Beim Spielen mit Bauklötzen stand schon vor Jahrzehnten der Spaß im Vordergrund.

(Foto: Privat)

270 Pädagogen, Pfleger und Therapeuten kümmern sich Tag für Tag um ihre Schützlinge. Und trotzdem, meint Nariman Zimpel, fehle immer wieder die eine oder andere Hand. Zum Essen geben. Zum Umbetten. Oder eben zum Rollstuhl schieben. Die Vorstandsvorsitzende hat wie alle ehrenamtlich seit der Gründung des Vereins arbeitenden Vorstände ebenfalls ein Kind in der Einrichtung: André. Der junge Mann ist inzwischen 27 und lebt in einer Gruppe mit Betreuten, von denen viele schwerste Mehrfachbehinderungen haben. Auch Pauline ist Teil der Gruppe, Krankenschwester Antje Webersberger ist immer bei ihr. Pauline muss regelmäßig der Schleim abgesaugt werden, sonst bekommt sie keine Luft mehr.
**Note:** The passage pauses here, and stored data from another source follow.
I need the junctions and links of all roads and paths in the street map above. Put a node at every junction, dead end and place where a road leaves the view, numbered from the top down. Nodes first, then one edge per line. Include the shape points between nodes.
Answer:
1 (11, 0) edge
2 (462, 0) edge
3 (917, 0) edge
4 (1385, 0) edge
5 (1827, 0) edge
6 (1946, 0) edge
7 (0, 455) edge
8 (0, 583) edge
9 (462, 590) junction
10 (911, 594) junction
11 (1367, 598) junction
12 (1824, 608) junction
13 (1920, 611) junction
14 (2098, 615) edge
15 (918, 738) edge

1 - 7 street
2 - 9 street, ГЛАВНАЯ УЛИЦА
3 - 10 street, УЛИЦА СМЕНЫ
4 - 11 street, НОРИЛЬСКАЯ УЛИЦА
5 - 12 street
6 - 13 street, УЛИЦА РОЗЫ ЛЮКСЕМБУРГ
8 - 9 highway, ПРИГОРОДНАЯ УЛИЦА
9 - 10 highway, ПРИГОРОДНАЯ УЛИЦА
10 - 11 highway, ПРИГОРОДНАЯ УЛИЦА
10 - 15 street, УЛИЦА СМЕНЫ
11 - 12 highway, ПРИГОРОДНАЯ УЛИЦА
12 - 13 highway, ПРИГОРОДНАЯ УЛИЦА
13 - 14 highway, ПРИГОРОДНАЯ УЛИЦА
"Die Helfenden Hände haben immer wieder eine Vorreiterrolle gespielt", erläutert Zimpel. "Wir haben mehr und mehr Menschen, die rund um die Uhr von einer Person mit medizinischem Fachwissen versorgt werden müssen." Bis vor 20 Jahren kamen Menschen mit zusätzlichem Betreuungsbedarf wie Pauline noch in eine reine Pflegeeinrichtung, weil es nicht die Möglichkeit gab, Leistungen der Pflege mit Leistungen der Eingliederungshilfe zu kombinieren. Das ist heute anders, allerdings gibt es gerade Gesetzesentwürfe, die wieder in die andere Richtung tendieren. "Das wäre für uns der Supergau", sagt Bark.

So gut wie fix ist dagegen der Schulneubau. Der marode Komplex an der Köferinger Straße soll abgerissen und mit mehr Platz für alle für 33 Millionen Euro neu errichtet werden. Laut Ministerialrat Hubert Killer ist der Bau "schon so gut wie genehmigt". Kommenden Mai werden Pavillons als Interimslösung aufgestellt, der Umzug erfolgt in den Sommerferien, im September wird das alte Gebäude dann abgerissen. Zwei Jahre später sollen die Schüler in ihr neues Domizil einziehen. Zimpel wünscht sich dafür Spenden, "denn zehn bis zwölf Millionen Euro der Kosten müssen wir als Verein selber tragen".

Am Jubiläumstag äußern sich die geladenen Gäste dazu allerdings nicht, weder die Schirmherrin der Veranstaltung, Bayerns Sozialministerin Kerstin Schreyer, noch Bezirkstagspräsident Josef Mederer. Mederer nimmt aber als "Hausaufgabe" mit, zu klären, ob Förderung durch die Offene Behindertenarbeit bei den Helfenden Händen möglich ist. Freuen dürfen sich auch die Bewohner: Stadtrat Christian Müller (SPD) verspricht ihnen freien Eintritt in alle städtischen Einrichtungen und die Finanzierung ihres nächsten Ausflugs.